After 6 years of strenuous striving in His last life, the Buddha finally realized the Truth when He attained Supreme Enlightenment under the Bodhi tree in Bodhgaya, India. This monumental event happened on the full-moon day of Wesak in 588 BC.

This topic of the "Four Noble Truths" is the very heart and core of Buddhism. These Truths, made known by the Buddha after His Enlightenment, constitute the essence of the Dhamma (Teaching), pervading every aspect and every part of it.

What are the Four Noble Truths ?
They are:
1) The Noble Truth of Dukkha or Suffering (Dukkha Sacca)
2) The Noble Truth of the Origin of Dukkha (Samudaya Sacca) 3) The Noble Truth of the Cessation of Dukkha (Nirodha Sacca)
4) The Noble Truth of the Path leading to the Cessation of Dukkha (Magga Sacca)

Why are they called Noble Truths ( Ariya Sacca ) ?
They are truths because they are real and form an incontrovertible fact of life. Whether Buddhas arise or not, they exist in the world. It is the Buddhas who reveal them to mankind.

They are called Noble (Ariya) because they were discovered by the Greatest Noble Being i.e. one who is far removed from the passions. Alternatively, they are Noble Truths owing to the establishment of nobleness by the discovery and penetration of them i.e. those who have penetrated the Four Noble Truths are called Ariyas or Noble Ones.

Birth  is suffering
According to Buddhism, the duration of each phenomenon consists of 3 phases viz. genesis, static or development, and dissolution. The moment of genesis is birth, the moment of dissolution is death and the static phase is ageing.

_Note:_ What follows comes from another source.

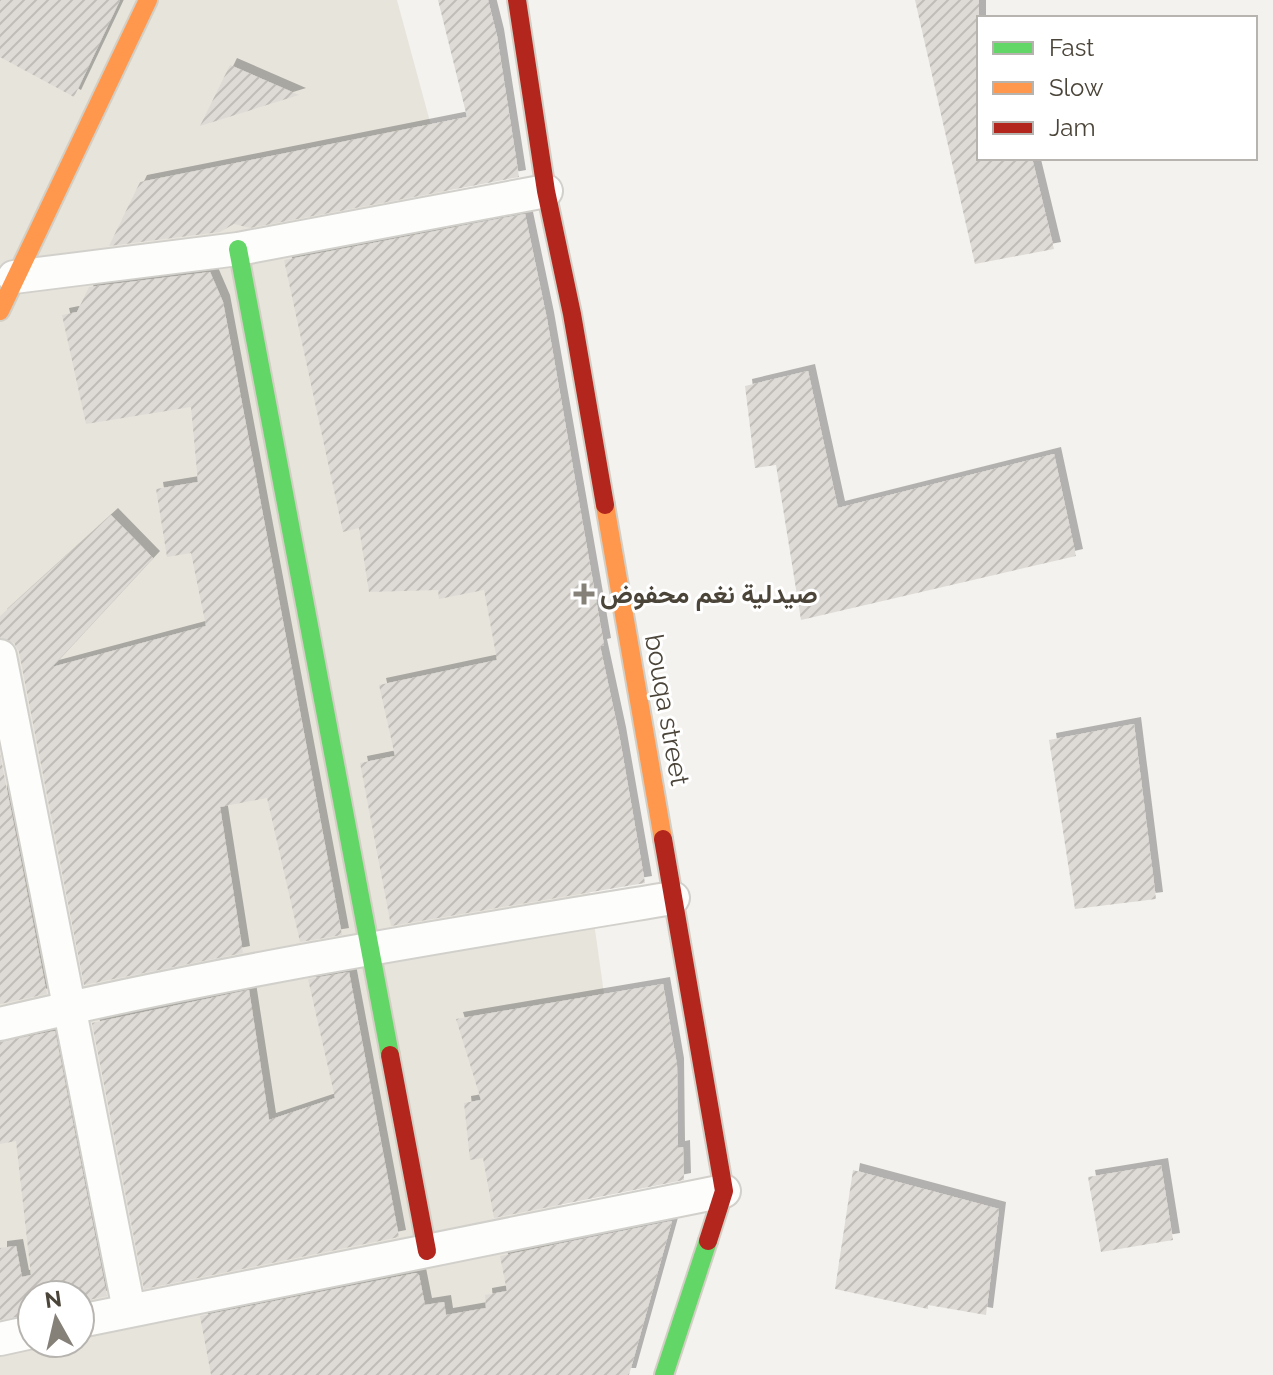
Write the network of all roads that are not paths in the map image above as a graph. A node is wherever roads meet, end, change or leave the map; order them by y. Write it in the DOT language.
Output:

By the birth of a being is meant the genesis of the new mind and matter after death upon dissolution of the old existence i.e. the first germ of life in the new existence. No suffering or pain as such exists, of course, at the first moment of genesis but since birth serves as the basis for later appearance of physical and mental suffering throughout the whole of the ensuing existence, birth is considered as suffering.

2}Azeinz (Jara) is suffering.
Ageing means becoming grey-haired, toothless, wrinkled, bent, deaf and poor in eyesight. In other words, decay has set in, very recognizably, in the aggregates of mind and matter of a particular existence. Ageing of the mind is not so apparent and indications of it such as failing memory and senility become noticeable only when one becomes very old and then only to those close to oneself.

Ageing is just the static moment of the aggregates of mind and matter and has no essence of pain or suffering in it. But because of ageing, there occurs failing of vitality, impairment of the sense faculties, weakening of health, loss of youth, strength and good looks, people are really afraid of growing old. Since it forms the source of physical and mental suffering, ageing is said to be fearful dukkha.